### Data supplied
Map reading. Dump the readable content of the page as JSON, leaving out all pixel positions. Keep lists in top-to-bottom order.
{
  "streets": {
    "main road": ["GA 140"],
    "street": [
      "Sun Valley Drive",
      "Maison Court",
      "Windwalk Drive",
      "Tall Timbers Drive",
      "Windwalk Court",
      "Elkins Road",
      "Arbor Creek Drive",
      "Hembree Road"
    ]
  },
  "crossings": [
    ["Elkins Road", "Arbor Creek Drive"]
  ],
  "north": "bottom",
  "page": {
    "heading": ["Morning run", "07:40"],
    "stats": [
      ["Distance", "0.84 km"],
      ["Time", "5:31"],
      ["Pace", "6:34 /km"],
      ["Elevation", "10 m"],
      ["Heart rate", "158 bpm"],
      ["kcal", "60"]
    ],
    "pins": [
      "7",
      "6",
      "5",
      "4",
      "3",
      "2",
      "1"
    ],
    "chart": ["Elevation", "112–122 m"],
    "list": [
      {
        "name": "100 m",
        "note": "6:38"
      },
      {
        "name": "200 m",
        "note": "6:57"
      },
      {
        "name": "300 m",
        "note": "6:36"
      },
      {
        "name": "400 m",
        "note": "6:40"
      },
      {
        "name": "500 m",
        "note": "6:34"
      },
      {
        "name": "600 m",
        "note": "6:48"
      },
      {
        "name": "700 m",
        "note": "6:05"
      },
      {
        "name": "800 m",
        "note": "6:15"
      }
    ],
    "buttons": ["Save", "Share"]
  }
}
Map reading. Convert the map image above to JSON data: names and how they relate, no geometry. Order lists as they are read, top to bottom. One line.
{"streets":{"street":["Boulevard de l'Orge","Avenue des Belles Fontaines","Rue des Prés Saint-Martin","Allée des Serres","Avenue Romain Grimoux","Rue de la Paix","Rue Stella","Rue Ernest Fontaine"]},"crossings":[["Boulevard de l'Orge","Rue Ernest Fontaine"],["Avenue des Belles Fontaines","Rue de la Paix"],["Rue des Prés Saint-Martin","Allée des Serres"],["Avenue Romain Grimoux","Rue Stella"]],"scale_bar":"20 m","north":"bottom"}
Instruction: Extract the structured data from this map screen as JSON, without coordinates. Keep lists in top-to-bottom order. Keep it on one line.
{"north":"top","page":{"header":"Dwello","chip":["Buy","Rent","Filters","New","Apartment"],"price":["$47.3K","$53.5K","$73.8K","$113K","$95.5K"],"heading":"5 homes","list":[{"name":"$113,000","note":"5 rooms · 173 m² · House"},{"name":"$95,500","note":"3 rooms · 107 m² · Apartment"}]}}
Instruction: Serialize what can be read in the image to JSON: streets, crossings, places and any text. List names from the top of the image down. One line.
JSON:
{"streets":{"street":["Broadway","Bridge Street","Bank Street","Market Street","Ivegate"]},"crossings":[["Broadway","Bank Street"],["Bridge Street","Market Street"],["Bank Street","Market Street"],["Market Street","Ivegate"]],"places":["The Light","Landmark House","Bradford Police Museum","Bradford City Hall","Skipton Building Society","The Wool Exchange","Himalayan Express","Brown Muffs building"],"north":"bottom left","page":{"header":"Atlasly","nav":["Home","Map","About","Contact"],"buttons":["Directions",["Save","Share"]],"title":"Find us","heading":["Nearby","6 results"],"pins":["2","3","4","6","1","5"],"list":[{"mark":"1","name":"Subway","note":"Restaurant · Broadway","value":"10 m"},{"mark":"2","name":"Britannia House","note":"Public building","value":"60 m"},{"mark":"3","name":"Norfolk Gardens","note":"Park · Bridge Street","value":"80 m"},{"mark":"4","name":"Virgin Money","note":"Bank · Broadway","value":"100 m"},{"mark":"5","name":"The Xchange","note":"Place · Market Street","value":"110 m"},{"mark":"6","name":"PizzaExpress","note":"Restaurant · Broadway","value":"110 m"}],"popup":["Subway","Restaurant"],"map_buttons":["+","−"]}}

### What you need to do
For the material above, produce a word-for-word copy.

### Exercise output
Map reading. Dump the readable content of the page as JSON, leaving out all pixel positions. Keep lists in top-to-bottom order.
{
  "streets": {
    "main road": ["GA 140"],
    "street": [
      "Sun Valley Drive",
      "Maison Court",
      "Windwalk Drive",
      "Tall Timbers Drive",
      "Windwalk Court",
      "Elkins Road",
      "Arbor Creek Drive",
      "Hembree Road"
    ]
  },
  "crossings": [
    ["Elkins Road", "Arbor Creek Drive"]
  ],
  "north": "bottom",
  "page": {
    "heading": ["Morning run", "07:40"],
    "stats": [
      ["Distance", "0.84 km"],
      ["Time", "5:31"],
      ["Pace", "6:34 /km"],
      ["Elevation", "10 m"],
      ["Heart rate", "158 bpm"],
      ["kcal", "60"]
    ],
    "pins": [
      "7",
      "6",
      "5",
      "4",
      "3",
      "2",
      "1"
    ],
    "chart": ["Elevation", "112–122 m"],
    "list": [
      {
        "name": "100 m",
        "note": "6:38"
      },
      {
        "name": "200 m",
        "note": "6:57"
      },
      {
        "name": "300 m",
        "note": "6:36"
      },
      {
        "name": "400 m",
        "note": "6:40"
      },
      {
        "name": "500 m",
        "note": "6:34"
      },
      {
        "name": "600 m",
        "note": "6:48"
      },
      {
        "name": "700 m",
        "note": "6:05"
      },
      {
        "name": "800 m",
        "note": "6:15"
      }
    ],
    "buttons": ["Save", "Share"]
  }
}
Map reading. Convert the map image above to JSON data: names and how they relate, no geometry. Order lists as they are read, top to bottom. One line.
{"streets":{"street":["Boulevard de l'Orge","Avenue des Belles Fontaines","Rue des Prés Saint-Martin","Allée des Serres","Avenue Romain Grimoux","Rue de la Paix","Rue Stella","Rue Ernest Fontaine"]},"crossings":[["Boulevard de l'Orge","Rue Ernest Fontaine"],["Avenue des Belles Fontaines","Rue de la Paix"],["Rue des Prés Saint-Martin","Allée des Serres"],["Avenue Romain Grimoux","Rue Stella"]],"scale_bar":"20 m","north":"bottom"}
Instruction: Extract the structured data from this map screen as JSON, without coordinates. Keep lists in top-to-bottom order. Keep it on one line.
{"north":"top","page":{"header":"Dwello","chip":["Buy","Rent","Filters","New","Apartment"],"price":["$47.3K","$53.5K","$73.8K","$113K","$95.5K"],"heading":"5 homes","list":[{"name":"$113,000","note":"5 rooms · 173 m² · House"},{"name":"$95,500","note":"3 rooms · 107 m² · Apartment"}]}}
Instruction: Serialize what can be read in the image to JSON: streets, crossings, places and any text. List names from the top of the image down. One line.
JSON:
{"streets":{"street":["Broadway","Bridge Street","Bank Street","Market Street","Ivegate"]},"crossings":[["Broadway","Bank Street"],["Bridge Street","Market Street"],["Bank Street","Market Street"],["Market Street","Ivegate"]],"places":["The Light","Landmark House","Bradford Police Museum","Bradford City Hall","Skipton Building Society","The Wool Exchange","Himalayan Express","Brown Muffs building"],"north":"bottom left","page":{"header":"Atlasly","nav":["Home","Map","About","Contact"],"buttons":["Directions",["Save","Share"]],"title":"Find us","heading":["Nearby","6 results"],"pins":["2","3","4","6","1","5"],"list":[{"mark":"1","name":"Subway","note":"Restaurant · Broadway","value":"10 m"},{"mark":"2","name":"Britannia House","note":"Public building","value":"60 m"},{"mark":"3","name":"Norfolk Gardens","note":"Park · Bridge Street","value":"80 m"},{"mark":"4","name":"Virgin Money","note":"Bank · Broadway","value":"100 m"},{"mark":"5","name":"The Xchange","note":"Place · Market Street","value":"110 m"},{"mark":"6","name":"PizzaExpress","note":"Restaurant · Broadway","value":"110 m"}],"popup":["Subway","Restaurant"],"map_buttons":["+","−"]}}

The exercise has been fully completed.